Perry Wharrie, Joseph Daly ,Martin Wanden all deny charges including possession of cocaine for sale or supply

Joseph Daly (aged 41),1 from 9, Carisbrook Avenue, Bexley, Kent, called to the home of Tom Lydon on Sunday afternoon July 1, 2007.Mr Lydon said he knew Daly “since he was a baby”, the defendant being his wife’s nephew. He said he and Daly sat down and watched the Munster Football Final together and that Daly then obliged him by helping to move cattle from one field to another.“If I needed anything he would be the first man to come around,” he said.John Branch of Bexley, Kent, knew Daly for 30 years and said the defendant did work for him on a patio between June 11 and 14, 2007.
Brian Lydon, first cousin and good friend of Daly, said that in June 2007 he got a phone call from Daly asking him to bring a boat over from England to Ireland but he could not do so due to holidays and such matters.
Gloria Hayhoe, Martin Wanden’s sister, testified in relation to where her brother was on January 16, 2007 when the prosecution alleged that he purchased a mobile phone in Bantry using the false name, Steven Witsie.

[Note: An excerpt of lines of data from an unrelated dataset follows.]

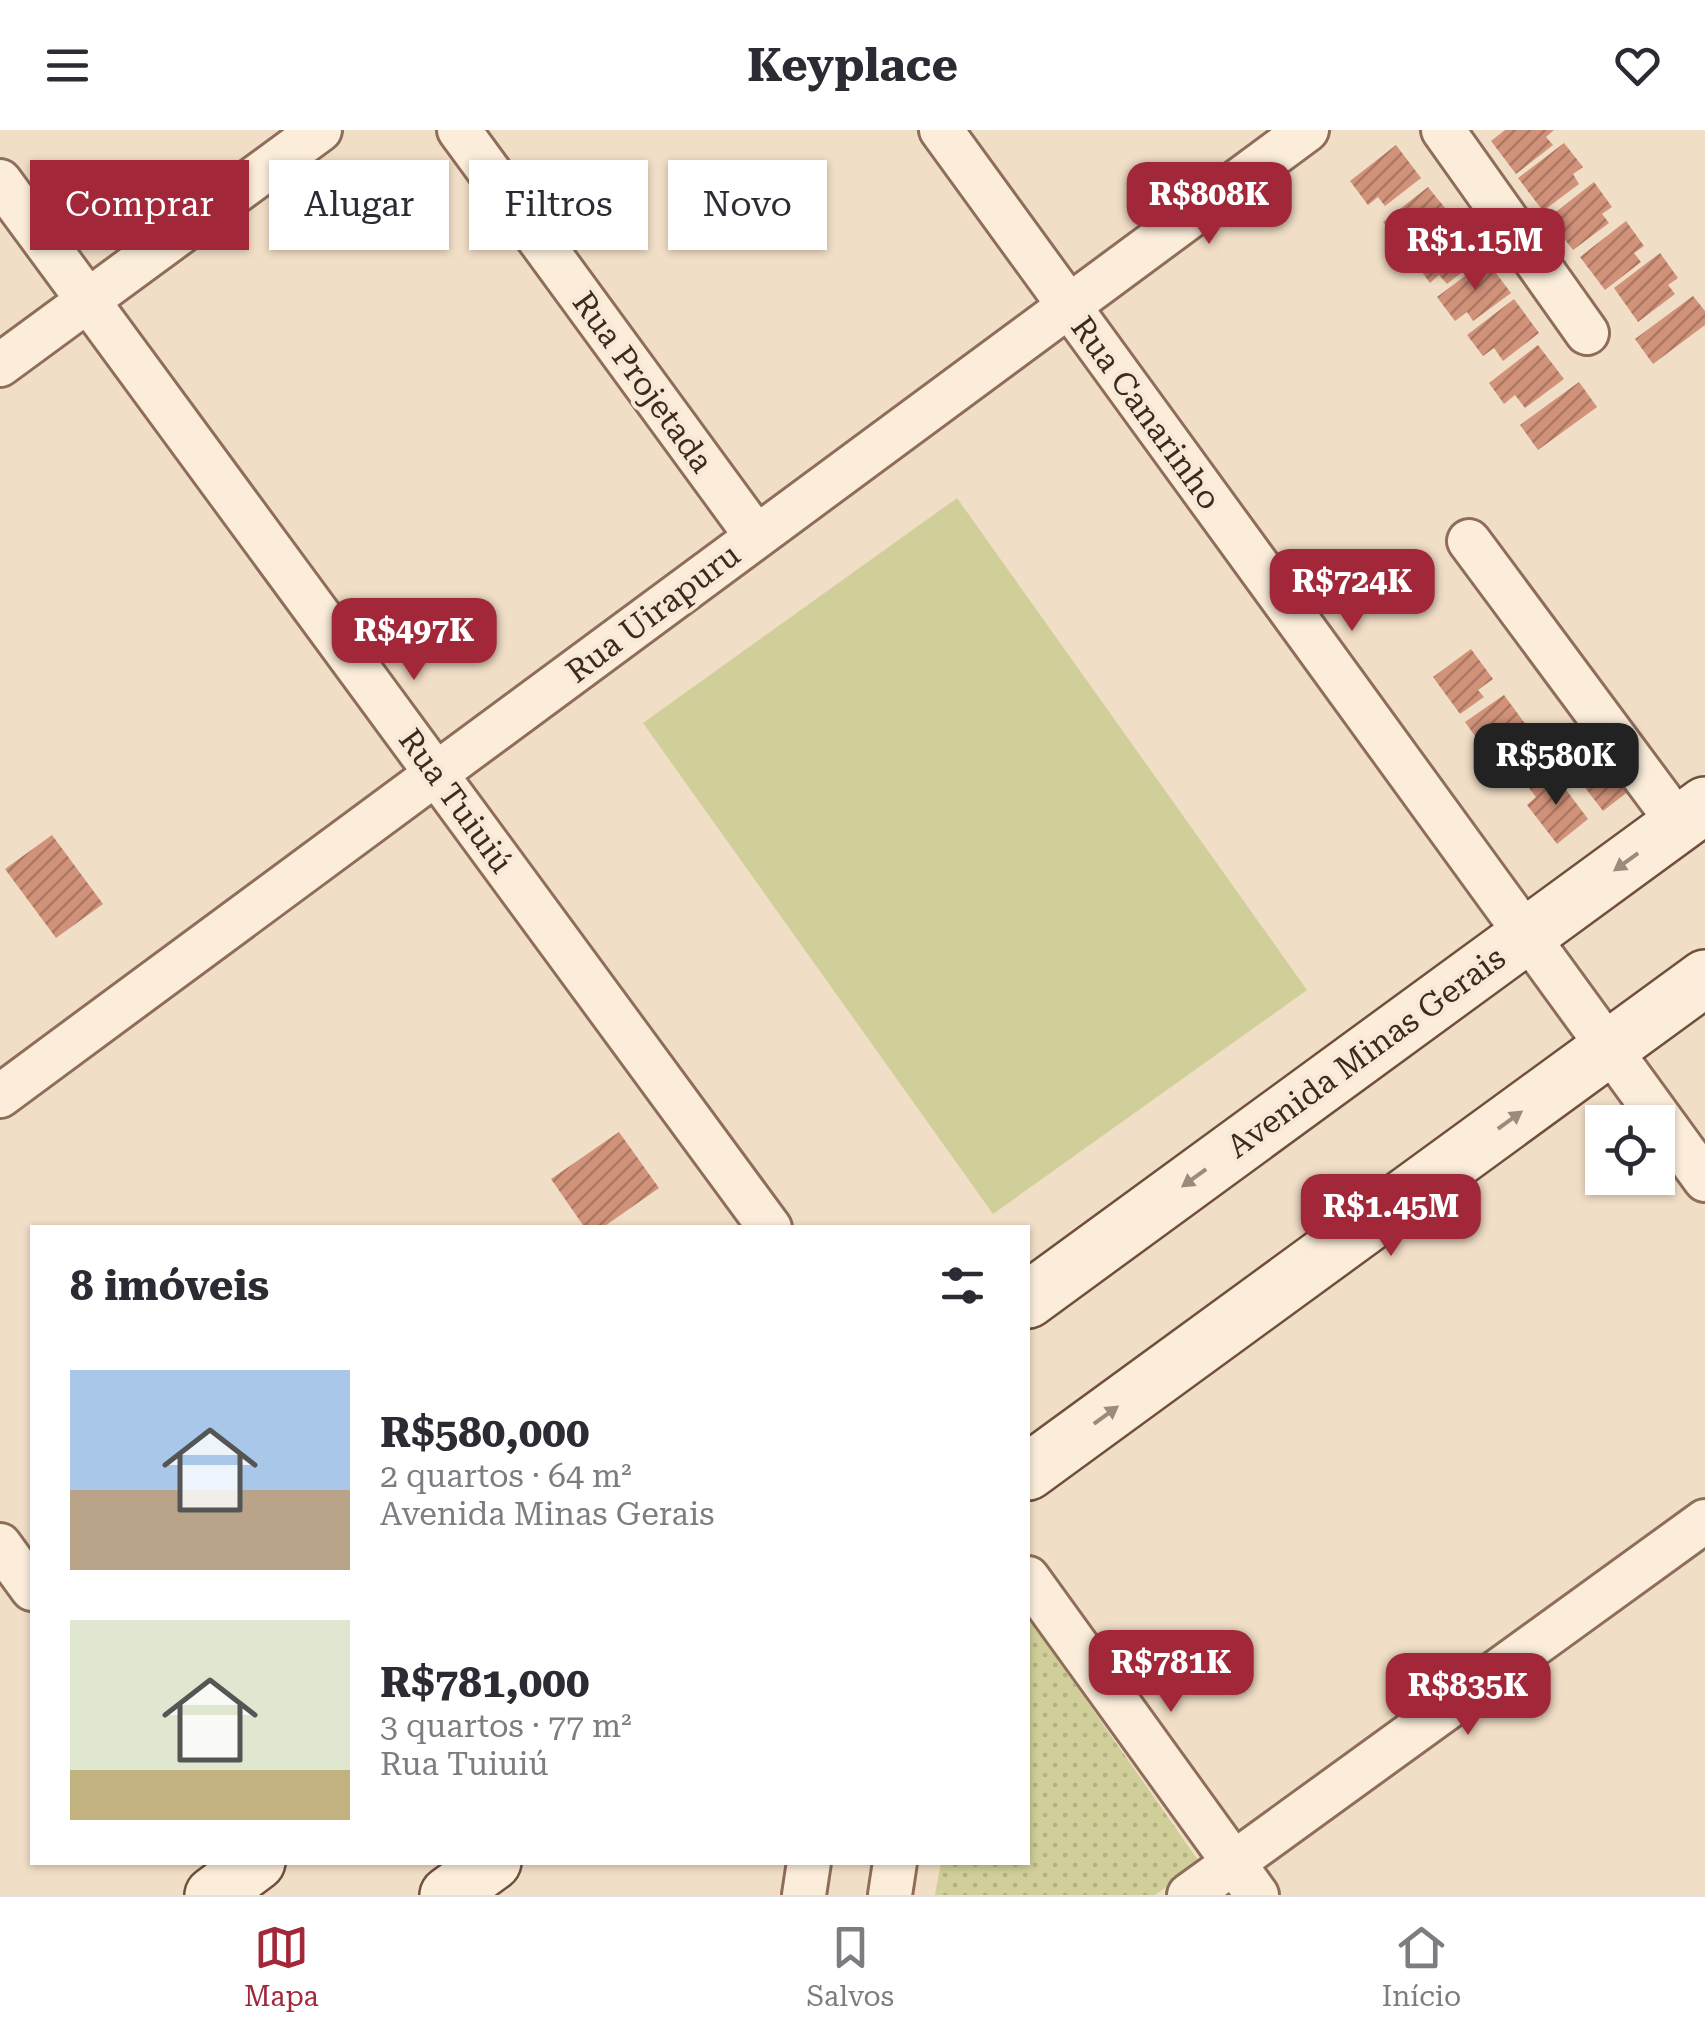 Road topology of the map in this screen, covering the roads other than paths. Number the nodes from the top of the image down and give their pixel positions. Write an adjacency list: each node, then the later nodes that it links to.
1 (320, 130): 7 (street)
2 (459, 130): 11 (street, Rua Projetada)
3 (941, 130): 8 (street, Rua Canarinho)
4 (1307, 130): 8 (street, Rua Uirapuru)
5 (1443, 130): 9 (street)
6 (0, 181): 7 (street, Rua Tuiuiú)
7 (88, 300): 10 (street); 13 (street, Rua Tuiuiú)
8 (1068, 305): 11 (street, Rua Uirapuru); 15 (street, Rua Canarinho)
9 (1587, 333)
10 (0, 365)
11 (756, 536): 13 (street, Rua Uirapuru)
12 (1469, 541): 14 (street)
13 (437, 775): 18 (street, Rua Uirapuru); 20 (street, Rua Tuiuiú)
14 (1692, 815): 15 (street, Avenida Minas Gerais, one-way to 15)
15 (1526, 935): 17 (street, Rua Canarinho); 21 (street, Avenida Minas Gerais, one-way to 21)
16 (1705, 978): 17 (street)
17 (1609, 1048): 19 (street, Rua Canarinho); 22 (street, one-way to 17)
18 (0, 1096)
19 (1705, 1180)
20 (768, 1225)
21 (1030, 1299)
22 (1030, 1471)
23 (1705, 1521): 30 (street)
24 (0, 1544): 26 (street)
25 (1030, 1581): 30 (street)
26 (30, 1586)
27 (489, 1865): 31 (street)
28 (809, 1865): 32 (street)
29 (895, 1865): 33 (street)
30 (1245, 1879): 34 (street)
31 (448, 1895)
32 (804, 1895)
33 (890, 1895)
34 (1189, 1895)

“There is no way he could have been there on the 16th of January, he was with us (in England),” Mrs Hayhoe said.Her sister, Elaine Carpenter, said that the youngest sister, who was very close to their brother, Martin Wanden, had died days earlier and that Martin was with the family attending to matters at the home of the deceased at that time. Asked about him allegedly buying a phone in Bantry on Tuesday, January 16, Mrs Carpenter said: "I cannot see how, he was with us most of Tuesday."
Defendants, Perry Wharrie (aged 48), of 60, Pryles Lane, Essex, England, Joseph Daly (aged 41), from 9, Carisbrook Avenue, Bexley, Kent, and Martin Wanden (aged 45), who is also English but has no fixed abode all deny charges including possession of cocaine for sale or supply when its street value exceeded €13,000 on July 2, at Dunlough Bay, Mizen, Goleen, Co Cork.

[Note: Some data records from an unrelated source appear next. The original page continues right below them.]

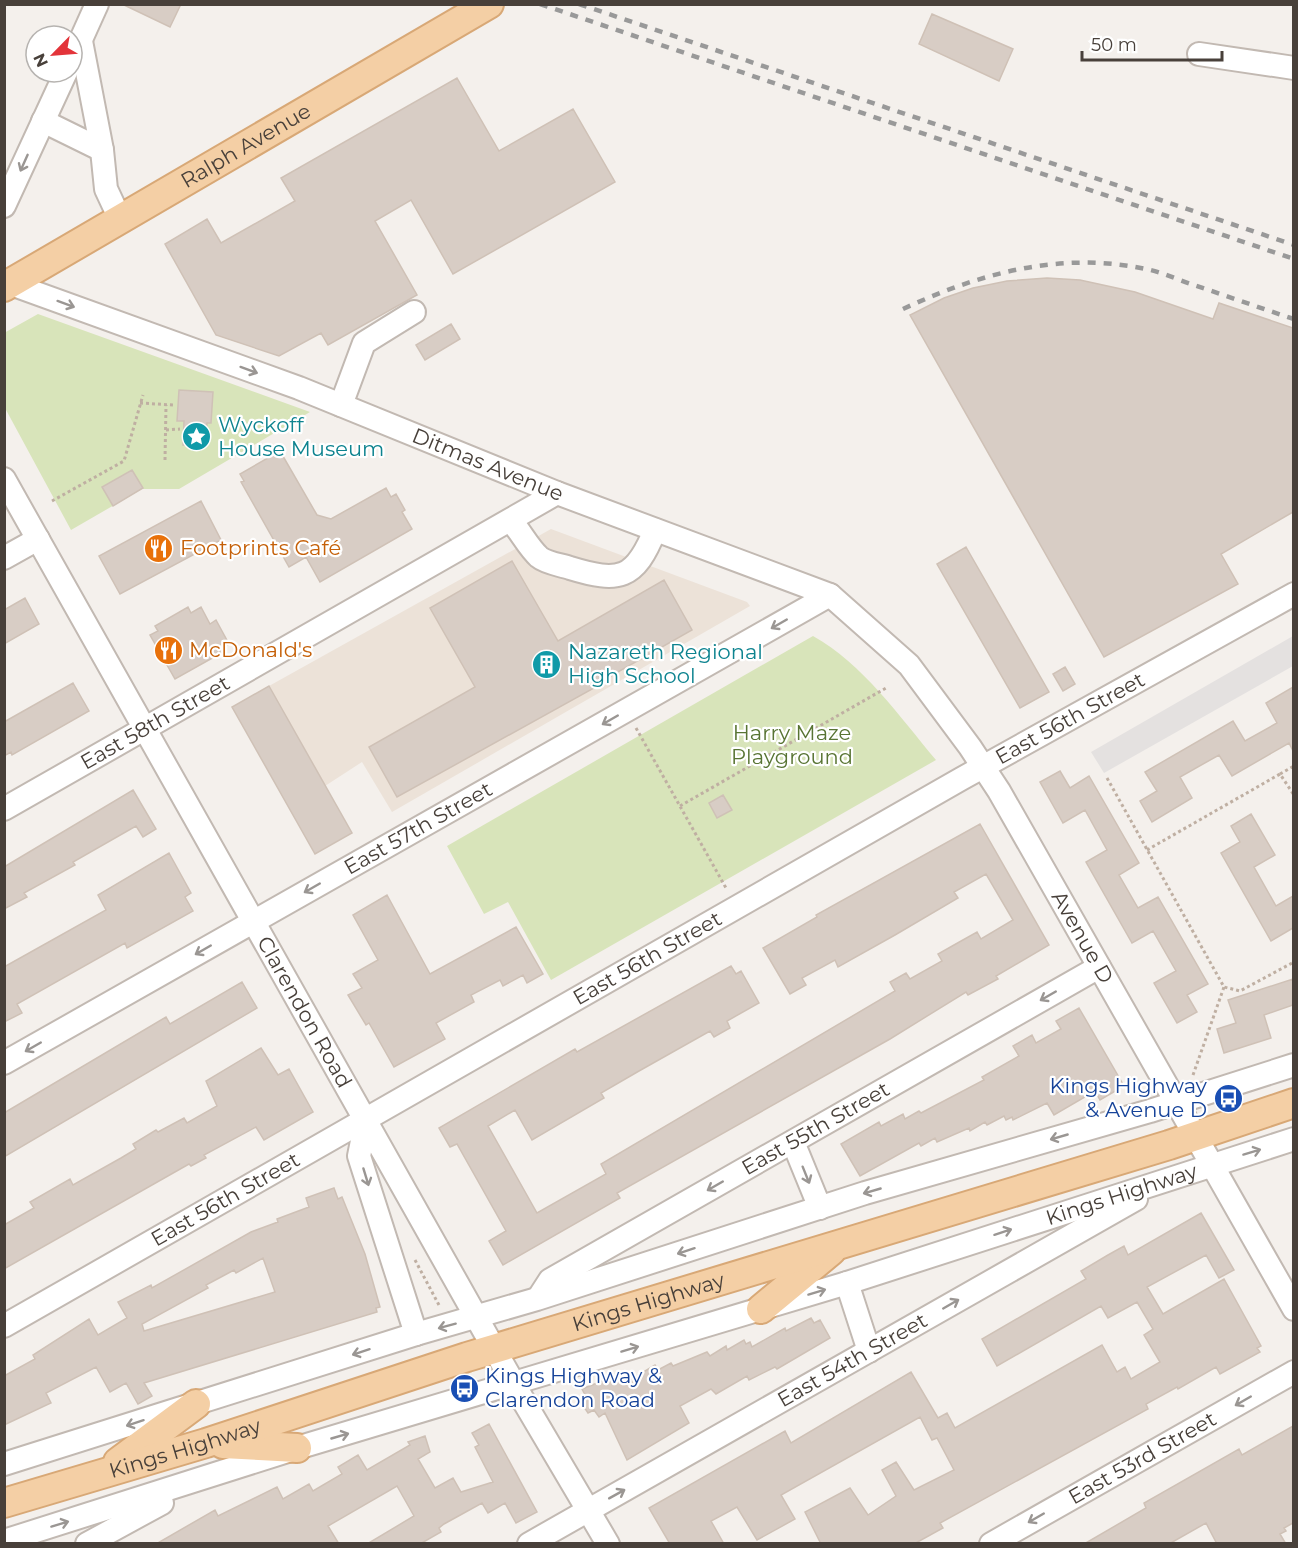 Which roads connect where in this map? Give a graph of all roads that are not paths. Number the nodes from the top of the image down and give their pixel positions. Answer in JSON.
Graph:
{"nodes":[{"id":1,"x":97,"y":4,"type":"edge"},
{"id":2,"x":489,"y":4,"type":"edge"},
{"id":3,"x":84,"y":32,"type":"edge"},
{"id":4,"x":1199,"y":54,"type":"dead end"},
{"id":5,"x":1293,"y":68,"type":"edge"},
{"id":6,"x":84,"y":81,"type":"edge"},
{"id":7,"x":60,"y":84,"type":"edge"},
{"id":8,"x":43,"y":121,"type":"junction"},
{"id":9,"x":102,"y":150,"type":"junction"},
{"id":10,"x":4,"y":206,"type":"edge"},
{"id":11,"x":120,"y":219,"type":"junction"},
{"id":12,"x":8,"y":285,"type":"edge"},
{"id":13,"x":414,"y":312,"type":"dead end"},
{"id":14,"x":341,"y":405,"type":"junction"},
{"id":15,"x":4,"y":479,"type":"edge"},
{"id":16,"x":557,"y":493,"type":"junction"},
{"id":17,"x":511,"y":521,"type":"junction"},
{"id":18,"x":655,"y":530,"type":"junction"},
{"id":19,"x":38,"y":539,"type":"junction"},
{"id":20,"x":4,"y":558,"type":"edge"},
{"id":21,"x":1293,"y":594,"type":"edge"},
{"id":22,"x":830,"y":595,"type":"junction"},
{"id":23,"x":145,"y":729,"type":"junction"},
{"id":24,"x":983,"y":767,"type":"junction"},
{"id":25,"x":4,"y":809,"type":"edge"},
{"id":26,"x":254,"y":922,"type":"junction"},
{"id":27,"x":1099,"y":967,"type":"junction"},
{"id":28,"x":4,"y":1063,"type":"edge"},
{"id":29,"x":1293,"y":1065,"type":"edge"},
{"id":30,"x":1176,"y":1103,"type":"junction"},
{"id":31,"x":1293,"y":1103,"type":"edge"},
{"id":32,"x":366,"y":1120,"type":"junction"},
{"id":33,"x":1195,"y":1136,"type":"junction"},
{"id":34,"x":1293,"y":1139,"type":"edge"},
{"id":35,"x":793,"y":1142,"type":"junction"},
{"id":36,"x":1212,"y":1165,"type":"junction"},
{"id":37,"x":1176,"y":1176,"type":"junction"},
{"id":38,"x":820,"y":1208,"type":"junction"},
{"id":39,"x":842,"y":1242,"type":"junction"},
{"id":40,"x":847,"y":1282,"type":"junction"},
{"id":41,"x":537,"y":1299,"type":"junction"},
{"id":42,"x":761,"y":1309,"type":"junction"},
{"id":43,"x":1293,"y":1310,"type":"edge"},
{"id":44,"x":477,"y":1318,"type":"junction"},
{"id":45,"x":4,"y":1326,"type":"edge"},
{"id":46,"x":416,"y":1334,"type":"junction"},
{"id":47,"x":494,"y":1348,"type":"junction"},
{"id":48,"x":869,"y":1351,"type":"junction"},
{"id":49,"x":1293,"y":1372,"type":"edge"},
{"id":50,"x":514,"y":1384,"type":"junction"},
{"id":51,"x":196,"y":1404,"type":"junction"},
{"id":52,"x":206,"y":1443,"type":"junction"},
{"id":53,"x":297,"y":1448,"type":"junction"},
{"id":54,"x":4,"y":1464,"type":"edge"},
{"id":55,"x":102,"y":1474,"type":"junction"},
{"id":56,"x":205,"y":1479,"type":"junction"},
{"id":57,"x":4,"y":1503,"type":"edge"},
{"id":58,"x":588,"y":1510,"type":"junction"},
{"id":59,"x":4,"y":1541,"type":"edge"},
{"id":60,"x":87,"y":1544,"type":"edge"},
{"id":61,"x":530,"y":1544,"type":"edge"},
{"id":62,"x":608,"y":1544,"type":"edge"},
{"id":63,"x":991,"y":1544,"type":"edge"}],
"edges":[{"from":1,"to":3,"type":"street"},
{"from":2,"to":11,"type":"main road","name":"Ralph Avenue"},
{"from":4,"to":5,"type":"street"},
{"from":6,"to":9,"type":"street"},
{"from":7,"to":8,"type":"street"},
{"from":8,"to":9,"type":"street"},
{"from":8,"to":10,"type":"street","one_way":true},
{"from":9,"to":11,"type":"street"},
{"from":11,"to":12,"type":"main road","name":"Ralph Avenue"},
{"from":12,"to":14,"type":"street","name":"Ditmas Avenue","one_way":true},
{"from":13,"to":14,"type":"street"},
{"from":14,"to":16,"type":"street","name":"Ditmas Avenue"},
{"from":15,"to":19,"type":"street","name":"Clarendon Road"},
{"from":16,"to":17,"type":"street","name":"East 58th Street"},
{"from":16,"to":18,"type":"street","name":"Ditmas Avenue"},
{"from":17,"to":18,"type":"street"},
{"from":17,"to":23,"type":"street","name":"East 58th Street"},
{"from":18,"to":22,"type":"street","name":"Ditmas Avenue"},
{"from":19,"to":20,"type":"street"},
{"from":19,"to":23,"type":"street","name":"Clarendon Road"},
{"from":21,"to":24,"type":"street","name":"East 56th Street"},
{"from":22,"to":24,"type":"street","name":"Avenue D"},
{"from":22,"to":26,"type":"street","name":"East 57th Street","one_way":true},
{"from":23,"to":25,"type":"street","name":"East 58th Street"},
{"from":23,"to":26,"type":"street","name":"Clarendon Road"},
{"from":24,"to":27,"type":"street","name":"Avenue D"},
{"from":24,"to":32,"type":"street","name":"East 56th Street"},
{"from":26,"to":28,"type":"street","name":"East 57th Street","one_way":true},
{"from":26,"to":32,"type":"street","name":"Clarendon Road"},
{"from":27,"to":30,"type":"street","name":"Avenue D"},
{"from":27,"to":35,"type":"street","name":"East 55th Street","one_way":true},
{"from":29,"to":30,"type":"street","name":"Kings Highway"},
{"from":30,"to":33,"type":"street","name":"Avenue D"},
{"from":30,"to":38,"type":"street","name":"Kings Highway","one_way":true},
{"from":31,"to":33,"type":"main road","name":"Kings Highway"},
{"from":32,"to":44,"type":"street","name":"Clarendon Road"},
{"from":32,"to":45,"type":"street","name":"East 56th Street"},
{"from":32,"to":46,"type":"street","one_way":true},
{"from":33,"to":36,"type":"street","name":"Avenue D"},
{"from":33,"to":39,"type":"main road","name":"Kings Highway"},
{"from":36,"to":34,"type":"street","name":"Kings Highway","one_way":true},
{"from":35,"to":38,"type":"street","one_way":true},
{"from":35,"to":41,"type":"street","name":"East 55th Street","one_way":true},
{"from":36,"to":37,"type":"street","name":"Kings Highway"},
{"from":36,"to":43,"type":"street","name":"Avenue D"},
{"from":40,"to":37,"type":"street","name":"Kings Highway","one_way":true},
{"from":48,"to":37,"type":"street","name":"East 54th Street","one_way":true},
{"from":38,"to":41,"type":"street","name":"Kings Highway","one_way":true},
{"from":39,"to":42,"type":"main road"},
{"from":39,"to":47,"type":"main road","name":"Kings Highway"},
{"from":42,"to":40,"type":"street","name":"Kings Highway","one_way":true},
{"from":40,"to":48,"type":"street"},
{"from":41,"to":44,"type":"street","name":"Kings Highway"},
{"from":50,"to":42,"type":"street","name":"Kings Highway","one_way":true},
{"from":44,"to":46,"type":"street","name":"Kings Highway","one_way":true},
{"from":44,"to":47,"type":"street","name":"Clarendon Road"},
{"from":46,"to":51,"type":"street","name":"Kings Highway","one_way":true},
{"from":47,"to":50,"type":"street","name":"Clarendon Road"},
{"from":47,"to":52,"type":"main road","name":"Kings Highway"},
{"from":58,"to":48,"type":"street","name":"East 54th Street","one_way":true},
{"from":49,"to":63,"type":"street","name":"East 53rd Street","one_way":true},
{"from":53,"to":50,"type":"street","name":"Kings Highway","one_way":true},
{"from":50,"to":58,"type":"street","name":"Clarendon Road"},
{"from":51,"to":54,"type":"street","name":"Kings Highway","one_way":true},
{"from":51,"to":55,"type":"main road"},
{"from":52,"to":53,"type":"main road"},
{"from":52,"to":55,"type":"main road","name":"Kings Highway"},
{"from":53,"to":56,"type":"street","name":"Kings Highway"},
{"from":55,"to":57,"type":"main road","name":"Kings Highway"},
{"from":59,"to":56,"type":"street","name":"Kings Highway","one_way":true},
{"from":56,"to":60,"type":"street"},
{"from":58,"to":61,"type":"street","name":"East 54th Street"},
{"from":58,"to":62,"type":"street","name":"Clarendon Road"}]}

Earlier yesterday at Cork Circuit Criminal Court Judge Seán Ó Donnabháin asked for the nine men and three women to be brought into Courtroom 2 at 11.30 a.m. and he said: “A personal matter has arisen for one of the jurors. I propose to release this juror from further service. We will continue with 11.”The young woman who was released from further service then left the courtroom and the other two women and nine men returned to the jury room to allow for further legal argument in their absence.